El plan del miércoles 16 empezaba tempranito, así que viajamos el martes por la noche y llegamos a casa de David y Carmen (Limbo Starr) para cenar. Como siempre, buenas viandas y mejor conversación. Henrik y yo compartimos habitación y Cuevana, Israel (con quemaduras de segundo grado en su brazo y mano derecha) durmió solo. Por la mañana nos levantamos con los panaderos de la zona, sobre las 6:30; ducha, desayuno, charla y directos a Radio 3. A las 8 entrábamos en el programa “Hoy Empieza Todo” con una breve entrevista y una canción de nuestro último disco Encanto (Limbo Starr, 2012) en directo; “Algo Mejor”.
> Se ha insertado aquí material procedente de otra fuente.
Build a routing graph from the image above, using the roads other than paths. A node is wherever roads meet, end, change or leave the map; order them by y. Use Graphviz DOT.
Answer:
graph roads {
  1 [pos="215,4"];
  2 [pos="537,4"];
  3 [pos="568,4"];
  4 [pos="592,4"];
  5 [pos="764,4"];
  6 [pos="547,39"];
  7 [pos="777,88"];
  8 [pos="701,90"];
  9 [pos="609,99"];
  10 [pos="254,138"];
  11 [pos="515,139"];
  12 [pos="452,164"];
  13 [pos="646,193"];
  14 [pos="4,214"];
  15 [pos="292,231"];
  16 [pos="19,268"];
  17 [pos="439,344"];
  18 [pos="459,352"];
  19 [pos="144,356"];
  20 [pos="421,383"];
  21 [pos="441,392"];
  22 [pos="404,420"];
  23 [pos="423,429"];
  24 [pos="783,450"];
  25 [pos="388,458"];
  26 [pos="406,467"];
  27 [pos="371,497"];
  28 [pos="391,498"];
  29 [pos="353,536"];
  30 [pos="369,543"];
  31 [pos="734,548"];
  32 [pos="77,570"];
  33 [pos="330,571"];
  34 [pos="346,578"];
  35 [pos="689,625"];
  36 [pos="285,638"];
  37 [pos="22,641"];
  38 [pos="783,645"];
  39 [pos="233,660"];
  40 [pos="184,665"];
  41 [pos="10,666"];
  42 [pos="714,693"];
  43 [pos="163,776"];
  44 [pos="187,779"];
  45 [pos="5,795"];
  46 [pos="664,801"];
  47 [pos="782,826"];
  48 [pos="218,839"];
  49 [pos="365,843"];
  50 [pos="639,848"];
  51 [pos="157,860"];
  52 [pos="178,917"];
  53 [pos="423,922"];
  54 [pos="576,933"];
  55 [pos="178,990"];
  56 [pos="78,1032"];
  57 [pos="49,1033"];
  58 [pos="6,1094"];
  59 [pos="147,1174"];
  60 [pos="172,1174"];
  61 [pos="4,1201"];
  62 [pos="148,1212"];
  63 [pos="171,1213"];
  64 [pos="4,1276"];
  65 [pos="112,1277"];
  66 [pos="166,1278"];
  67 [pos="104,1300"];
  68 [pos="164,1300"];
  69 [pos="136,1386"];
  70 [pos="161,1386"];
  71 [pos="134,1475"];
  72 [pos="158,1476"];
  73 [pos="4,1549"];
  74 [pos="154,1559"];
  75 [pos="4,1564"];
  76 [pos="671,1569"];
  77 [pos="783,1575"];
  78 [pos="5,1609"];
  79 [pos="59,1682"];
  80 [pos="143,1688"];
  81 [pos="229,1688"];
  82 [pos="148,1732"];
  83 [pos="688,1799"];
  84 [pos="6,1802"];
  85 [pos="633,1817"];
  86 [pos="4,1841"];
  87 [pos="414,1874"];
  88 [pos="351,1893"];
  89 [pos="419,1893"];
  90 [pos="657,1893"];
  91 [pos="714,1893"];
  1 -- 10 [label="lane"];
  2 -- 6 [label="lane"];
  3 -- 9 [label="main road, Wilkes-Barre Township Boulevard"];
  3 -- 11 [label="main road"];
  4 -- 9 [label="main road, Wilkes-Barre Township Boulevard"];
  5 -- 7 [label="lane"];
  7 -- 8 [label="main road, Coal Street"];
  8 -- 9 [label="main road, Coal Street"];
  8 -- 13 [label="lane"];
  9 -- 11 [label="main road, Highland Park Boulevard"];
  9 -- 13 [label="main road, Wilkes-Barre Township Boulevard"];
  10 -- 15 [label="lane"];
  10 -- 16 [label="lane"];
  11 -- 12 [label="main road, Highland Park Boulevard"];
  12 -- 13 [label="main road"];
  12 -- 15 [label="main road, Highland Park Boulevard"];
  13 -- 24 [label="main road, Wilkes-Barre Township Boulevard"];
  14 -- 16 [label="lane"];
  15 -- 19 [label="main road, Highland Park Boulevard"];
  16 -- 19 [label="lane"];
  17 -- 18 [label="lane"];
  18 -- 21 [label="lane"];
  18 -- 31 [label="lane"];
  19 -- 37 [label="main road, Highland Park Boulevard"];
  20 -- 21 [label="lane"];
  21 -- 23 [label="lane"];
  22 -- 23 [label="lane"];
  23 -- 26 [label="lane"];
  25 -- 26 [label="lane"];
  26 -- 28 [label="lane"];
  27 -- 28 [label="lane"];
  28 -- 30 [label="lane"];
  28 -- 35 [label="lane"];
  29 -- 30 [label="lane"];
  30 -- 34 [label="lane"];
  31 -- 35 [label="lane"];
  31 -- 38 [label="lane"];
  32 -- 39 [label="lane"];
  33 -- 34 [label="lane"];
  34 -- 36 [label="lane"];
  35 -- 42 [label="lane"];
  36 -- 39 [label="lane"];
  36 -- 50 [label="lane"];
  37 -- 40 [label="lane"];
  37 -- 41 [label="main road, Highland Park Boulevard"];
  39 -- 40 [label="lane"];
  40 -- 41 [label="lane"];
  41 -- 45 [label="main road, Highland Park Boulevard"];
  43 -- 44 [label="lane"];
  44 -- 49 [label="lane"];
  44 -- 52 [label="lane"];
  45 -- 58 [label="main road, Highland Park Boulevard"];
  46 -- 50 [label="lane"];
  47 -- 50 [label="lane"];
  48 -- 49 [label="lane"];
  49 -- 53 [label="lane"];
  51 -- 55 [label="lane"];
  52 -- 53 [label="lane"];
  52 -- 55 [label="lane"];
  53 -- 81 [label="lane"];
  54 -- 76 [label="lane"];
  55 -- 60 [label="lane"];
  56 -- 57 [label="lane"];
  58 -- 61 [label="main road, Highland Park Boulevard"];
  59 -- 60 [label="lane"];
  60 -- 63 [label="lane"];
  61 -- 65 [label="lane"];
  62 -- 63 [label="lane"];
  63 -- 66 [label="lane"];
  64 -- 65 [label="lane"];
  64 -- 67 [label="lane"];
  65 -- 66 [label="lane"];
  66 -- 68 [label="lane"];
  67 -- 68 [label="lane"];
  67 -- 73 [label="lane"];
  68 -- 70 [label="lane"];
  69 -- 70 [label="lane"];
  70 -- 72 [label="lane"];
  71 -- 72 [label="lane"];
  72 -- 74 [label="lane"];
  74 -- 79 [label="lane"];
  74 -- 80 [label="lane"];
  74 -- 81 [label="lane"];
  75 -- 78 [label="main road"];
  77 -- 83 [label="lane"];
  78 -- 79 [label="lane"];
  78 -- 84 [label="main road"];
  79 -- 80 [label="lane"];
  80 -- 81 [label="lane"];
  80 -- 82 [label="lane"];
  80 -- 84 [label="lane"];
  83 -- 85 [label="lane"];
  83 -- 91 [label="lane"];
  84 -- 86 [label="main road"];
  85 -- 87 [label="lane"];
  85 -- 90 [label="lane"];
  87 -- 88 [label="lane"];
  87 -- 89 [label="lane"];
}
Ni que decir tiene que los tres estábamos un poco desubicados, 8 de la mañana y tocando. Ángel Carmona es muy enérgico, pero lleva ventaja, según nos contó se levanta a las 4:30. La entrevista fue rápida y la copla la tocamos con bastante buen feeling a pesar de la hora. Nos despedimos del equipo del programa y bajamos a los estudios donde se graban los Conciertos de Radio 3, nuestra siguiente parada. Descargamos el equipo y nos fuimos a camerinos a por el siguiente café de la mañana. Al contrario que los programas de la radio, en los Conciertos de Radio 3 la cosa va con calma; cosas del diferido. Después de un rato nos llamaron para montar, así que comenzamos con la liturgia de cada concierto, cada uno con lo suyo. Por mi parte la cosa empezaba mal, me había olvidado en Barcelona la funda con los platos, así que tenía batería pero no tenía platos. Primer Houston de la gira, plan B; llamar a todos los amigos músicos de Madrid. Finalmente David nos dio la buena noticia; Roberto (guitarra de Ornamento y Delito) nos acercaba los platos de su batería a los estudios; mejor imposible.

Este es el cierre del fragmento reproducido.